Linz, 27.11.2013
E r k e n n t n i s
Der Unabhängige Verwaltungssenat des Landes Oberösterreich hat durch sein Mitglied Mag. Christian Stierschneider über die auf die Höhe der Geldstrafe beschränkte Berufung des X, nunmehr vertreten durch die Mutter X, X, X, gegen das Straferkenntnis der Bezirkshauptmannschaft Vöcklabruck vom 23. August 2013, GZ.: Sich96-1035-2013, wegen Übertretungen nach dem Fremdenpolizeigesetz nach Durchführung einer öffentlichen Verhandlung am 22. November 2013 zu Recht erkannt:
I. Der Berufung gegen die Höhe der Geldstrafe des Berufungswerbers wird mit der Maßgabe stattgegeben, als die verhängte Geldstrafe auf 500 Euro, die Ersatzfreiheitsstrafe auf 67 Stunden und der Beitrag zu den Kosten des Verfahrens vor der belangten Behörde auf 50 Euro herabgesetzt werden.

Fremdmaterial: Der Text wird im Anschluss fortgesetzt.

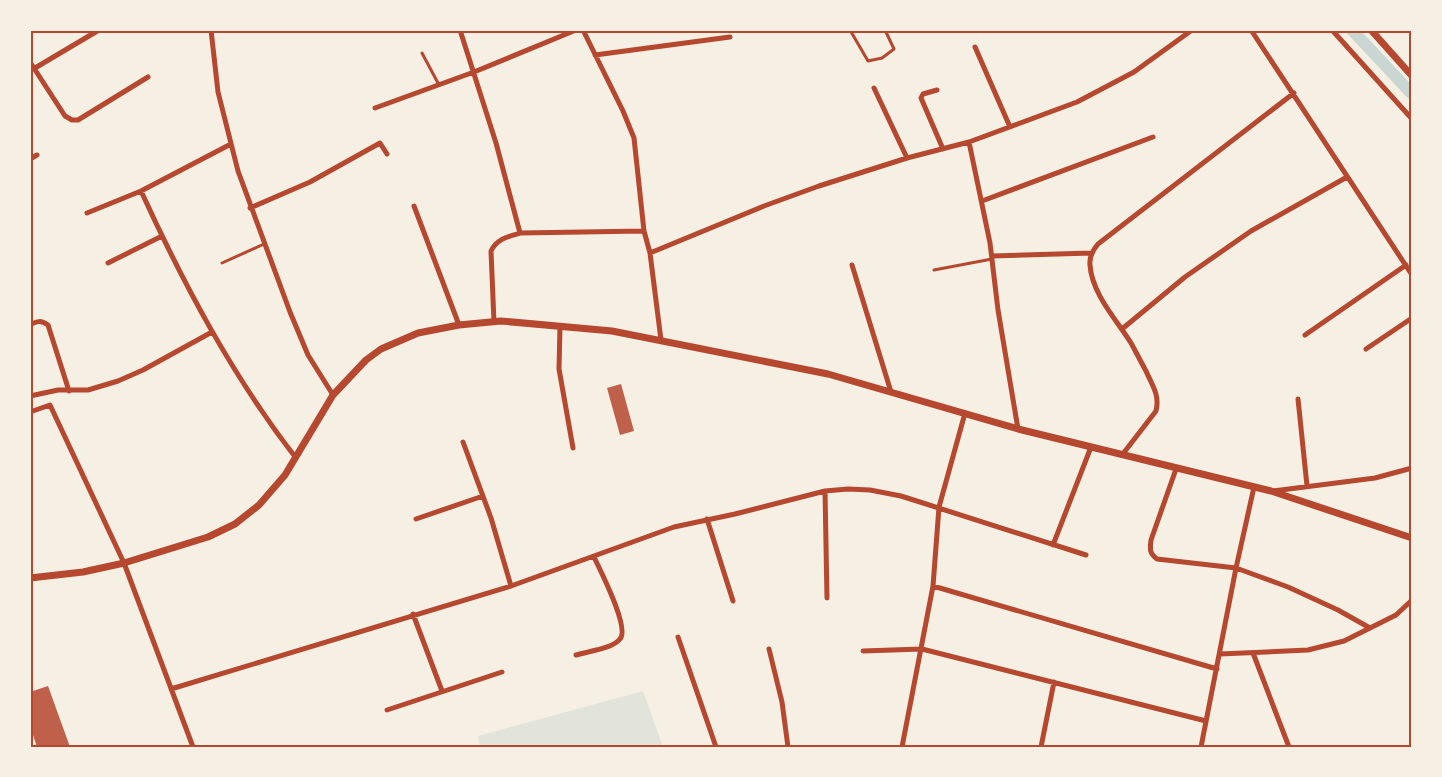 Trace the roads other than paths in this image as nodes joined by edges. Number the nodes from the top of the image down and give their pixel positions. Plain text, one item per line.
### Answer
1 (99, 30) edge
2 (211, 30) edge
3 (460, 30) edge
4 (576, 30) edge
5 (583, 30) edge
6 (850, 30) edge
7 (885, 30) edge
8 (1192, 30) edge
9 (1251, 30) edge
10 (1332, 30) edge
11 (1371, 30) edge
12 (730, 37) dead end
13 (975, 47) dead end
14 (422, 53) dead end
15 (595, 55) junction
16 (30, 62) edge
17 (35, 68) junction
18 (474, 72) junction
19 (1412, 76) edge
20 (148, 77) dead end
21 (439, 85) junction
22 (874, 88) dead end
23 (937, 90) dead end
24 (1294, 93) junction
25 (375, 108) dead end
26 (1412, 118) edge
27 (1010, 127) junction
28 (1153, 137) dead end
29 (969, 142) junction
30 (231, 144) junction
31 (943, 149) junction
32 (387, 154) dead end
33 (37, 155) dead end
34 (907, 158) junction
35 (30, 159) edge
36 (1347, 177) junction
37 (141, 191) junction
38 (982, 201) junction
39 (414, 206) dead end
40 (250, 208) junction
41 (87, 213) dead end
42 (644, 231) junction
43 (520, 233) junction
44 (162, 236) junction
45 (264, 244) junction
46 (650, 253) junction
47 (1092, 253) junction
48 (992, 258) junction
49 (108, 262) dead end
50 (222, 263) dead end
51 (852, 265) dead end
52 (1406, 265) junction
53 (933, 270) dead end
54 (1412, 275) edge
55 (1412, 318) edge
56 (494, 322) junction
57 (30, 325) edge
58 (459, 325) junction
59 (560, 326) junction
60 (1122, 329) junction
61 (212, 332) junction
62 (1305, 335) dead end
63 (661, 340) junction
64 (1366, 349) dead end
65 (69, 390) junction
66 (891, 392) junction
67 (333, 395) junction
68 (30, 396) edge
69 (1298, 399) dead end
70 (30, 412) edge
71 (965, 413) junction
72 (1018, 429) junction
73 (463, 442) dead end
74 (1091, 447) junction
75 (573, 448) dead end
76 (1122, 454) junction
77 (296, 458) junction
78 (1412, 468) edge
79 (1176, 469) junction
80 (1307, 486) junction
81 (1254, 487) junction
82 (825, 491) junction
83 (1271, 491) junction
84 (483, 496) junction
85 (939, 507) junction
86 (416, 519) dead end
87 (707, 519) junction
88 (1411, 536) edge
89 (1053, 544) junction
90 (1086, 555) dead end
91 (594, 557) junction
92 (124, 563) junction
93 (1236, 568) junction
94 (30, 578) edge
95 (511, 586) junction
96 (933, 586) junction
97 (827, 598) dead end
98 (1412, 600) edge
99 (733, 601) dead end
100 (413, 614) junction
101 (1370, 628) junction
102 (678, 637) dead end
103 (770, 649) dead end
104 (922, 649) junction
105 (863, 651) dead end
106 (1253, 653) junction
107 (1220, 654) junction
108 (576, 655) dead end
109 (1217, 669) junction
110 (502, 672) dead end
111 (1054, 682) junction
112 (171, 689) junction
113 (442, 691) junction
114 (387, 710) dead end
115 (1206, 721) junction
116 (193, 747) edge
117 (716, 747) edge
118 (788, 747) edge
119 (902, 747) edge
120 (1041, 747) edge
121 (1201, 747) edge
122 (1289, 747) edge

1 - 17 street
2 - 30 street
3 - 18 street
4 - 18 street
5 - 15 street
6 - 7 lane
8 - 27 street
9 - 24 street
10 - 26 street
11 - 19 street
12 - 15 street
13 - 27 street
14 - 21 lane
15 - 42 street
16 - 17 street
17 - 20 street
18 - 21 street
18 - 43 street
21 - 25 street
22 - 34 street
23 - 31 street
24 - 36 street
24 - 47 street
27 - 29 street
28 - 38 street
29 - 31 street
29 - 38 street
30 - 37 street
30 - 40 street
31 - 34 street
32 - 40 street
33 - 35 street
34 - 46 street
36 - 52 street
36 - 60 street
37 - 41 street
37 - 44 street
38 - 48 street
39 - 58 street
40 - 45 street
42 - 43 street
42 - 46 street
43 - 56 street
44 - 49 street
44 - 61 street
45 - 50 lane
45 - 67 street
46 - 63 street
47 - 48 street
47 - 60 street
48 - 53 lane
48 - 72 street
51 - 66 street
52 - 54 street
52 - 62 street
55 - 64 street
56 - 58 street
56 - 59 street
57 - 65 street
58 - 67 street
59 - 63 street
59 - 75 street
60 - 76 street
61 - 65 street
61 - 77 street
63 - 66 street
65 - 68 street
66 - 71 street
67 - 77 street
69 - 80 street
70 - 92 street
71 - 72 street
71 - 85 street
72 - 74 street
73 - 84 street
74 - 76 street
74 - 89 street
76 - 79 street
77 - 92 street
78 - 80 street
79 - 81 street
79 - 93 street
80 - 83 street
81 - 83 street
81 - 93 street
82 - 85 street
82 - 87 street
82 - 97 street
83 - 88 street
84 - 86 street
84 - 95 street
85 - 89 street
85 - 96 street
87 - 91 street
87 - 99 street
89 - 90 street
91 - 95 street
91 - 108 street
92 - 94 street
92 - 112 street
93 - 101 street
93 - 107 street
95 - 100 street
96 - 104 street
96 - 109 street
98 - 101 street
100 - 112 street
100 - 113 street
101 - 106 street
102 - 117 street
103 - 118 street
104 - 105 street
104 - 111 street
104 - 119 street
106 - 107 street
106 - 122 street
107 - 109 street
109 - 115 street
110 - 113 street
111 - 115 street
111 - 120 street
112 - 116 street
113 - 114 street
115 - 121 street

II. Der Berufungswerber hat keinen Beitrag zu den Kosten des Verfahrens vor dem Unabhängigen Verwaltungssenat des Landes Oberösterreich zu leisten.
Rechtsgrundlagen:
zu I.: §§ 24 und 51 des Verwaltungsstrafgesetzes 1991-VStG iVm. § 66 Abs.4 Allgemeines Verwaltungsverfahrensgesetz 1991 – AVG;
zu II.: § 64ff. VStG.
Entscheidungsgründe:
1. Mit Straferkenntnis des Bezirkshauptmannes von Vöcklabruck vom 23. August 2013, GZ.: Sich96-1035-2013, wurde der Berufungswerber wie folgt für schuldig erkannt und bestraft:
2. Gegen dieses dem Bw am 28. August 2013 zu eigenen Handen zugestellte Straferkenntnis richtet sich die rechtzeitig eingebrachte Berufung (Poststempel 10. September 2013).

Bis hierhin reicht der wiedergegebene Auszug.